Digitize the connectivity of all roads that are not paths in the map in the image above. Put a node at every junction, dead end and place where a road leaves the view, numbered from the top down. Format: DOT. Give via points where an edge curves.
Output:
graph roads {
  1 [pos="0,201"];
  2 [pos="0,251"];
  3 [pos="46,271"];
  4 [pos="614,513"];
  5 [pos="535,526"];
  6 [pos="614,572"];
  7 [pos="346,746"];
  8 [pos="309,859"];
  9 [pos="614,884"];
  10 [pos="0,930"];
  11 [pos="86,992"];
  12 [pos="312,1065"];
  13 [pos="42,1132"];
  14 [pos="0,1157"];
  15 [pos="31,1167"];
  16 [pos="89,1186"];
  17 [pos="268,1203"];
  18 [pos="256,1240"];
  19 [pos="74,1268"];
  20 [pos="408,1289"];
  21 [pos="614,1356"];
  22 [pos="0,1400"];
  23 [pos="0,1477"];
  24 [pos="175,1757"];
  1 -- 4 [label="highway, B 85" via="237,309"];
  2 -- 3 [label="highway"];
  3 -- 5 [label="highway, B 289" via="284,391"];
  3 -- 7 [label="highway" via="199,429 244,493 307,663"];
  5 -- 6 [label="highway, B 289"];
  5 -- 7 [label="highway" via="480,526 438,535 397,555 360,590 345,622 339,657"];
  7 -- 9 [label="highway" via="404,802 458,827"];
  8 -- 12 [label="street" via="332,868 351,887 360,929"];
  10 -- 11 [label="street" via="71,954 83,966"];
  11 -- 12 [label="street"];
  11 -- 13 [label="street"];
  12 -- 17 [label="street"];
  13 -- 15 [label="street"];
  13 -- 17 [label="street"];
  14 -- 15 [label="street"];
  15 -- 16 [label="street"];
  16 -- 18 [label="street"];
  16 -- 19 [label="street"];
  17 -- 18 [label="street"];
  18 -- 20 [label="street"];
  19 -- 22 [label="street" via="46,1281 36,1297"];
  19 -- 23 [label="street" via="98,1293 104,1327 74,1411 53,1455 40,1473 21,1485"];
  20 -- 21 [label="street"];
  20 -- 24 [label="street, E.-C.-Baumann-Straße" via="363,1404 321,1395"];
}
++++++
# ACTIVITY:
Please restate the material above exactly, line by line.

# EXERCISE RESULT:
Digitize the connectivity of all roads that are not paths in the map in the image above. Put a node at every junction, dead end and place where a road leaves the view, numbered from the top down. Format: DOT. Give via points where an edge curves.
Output:
graph roads {
  1 [pos="0,201"];
  2 [pos="0,251"];
  3 [pos="46,271"];
  4 [pos="614,513"];
  5 [pos="535,526"];
  6 [pos="614,572"];
  7 [pos="346,746"];
  8 [pos="309,859"];
  9 [pos="614,884"];
  10 [pos="0,930"];
  11 [pos="86,992"];
  12 [pos="312,1065"];
  13 [pos="42,1132"];
  14 [pos="0,1157"];
  15 [pos="31,1167"];
  16 [pos="89,1186"];
  17 [pos="268,1203"];
  18 [pos="256,1240"];
  19 [pos="74,1268"];
  20 [pos="408,1289"];
  21 [pos="614,1356"];
  22 [pos="0,1400"];
  23 [pos="0,1477"];
  24 [pos="175,1757"];
  1 -- 4 [label="highway, B 85" via="237,309"];
  2 -- 3 [label="highway"];
  3 -- 5 [label="highway, B 289" via="284,391"];
  3 -- 7 [label="highway" via="199,429 244,493 307,663"];
  5 -- 6 [label="highway, B 289"];
  5 -- 7 [label="highway" via="480,526 438,535 397,555 360,590 345,622 339,657"];
  7 -- 9 [label="highway" via="404,802 458,827"];
  8 -- 12 [label="street" via="332,868 351,887 360,929"];
  10 -- 11 [label="street" via="71,954 83,966"];
  11 -- 12 [label="street"];
  11 -- 13 [label="street"];
  12 -- 17 [label="street"];
  13 -- 15 [label="street"];
  13 -- 17 [label="street"];
  14 -- 15 [label="street"];
  15 -- 16 [label="street"];
  16 -- 18 [label="street"];
  16 -- 19 [label="street"];
  17 -- 18 [label="street"];
  18 -- 20 [label="street"];
  19 -- 22 [label="street" via="46,1281 36,1297"];
  19 -- 23 [label="street" via="98,1293 104,1327 74,1411 53,1455 40,1473 21,1485"];
  20 -- 21 [label="street"];
  20 -- 24 [label="street, E.-C.-Baumann-Straße" via="363,1404 321,1395"];
}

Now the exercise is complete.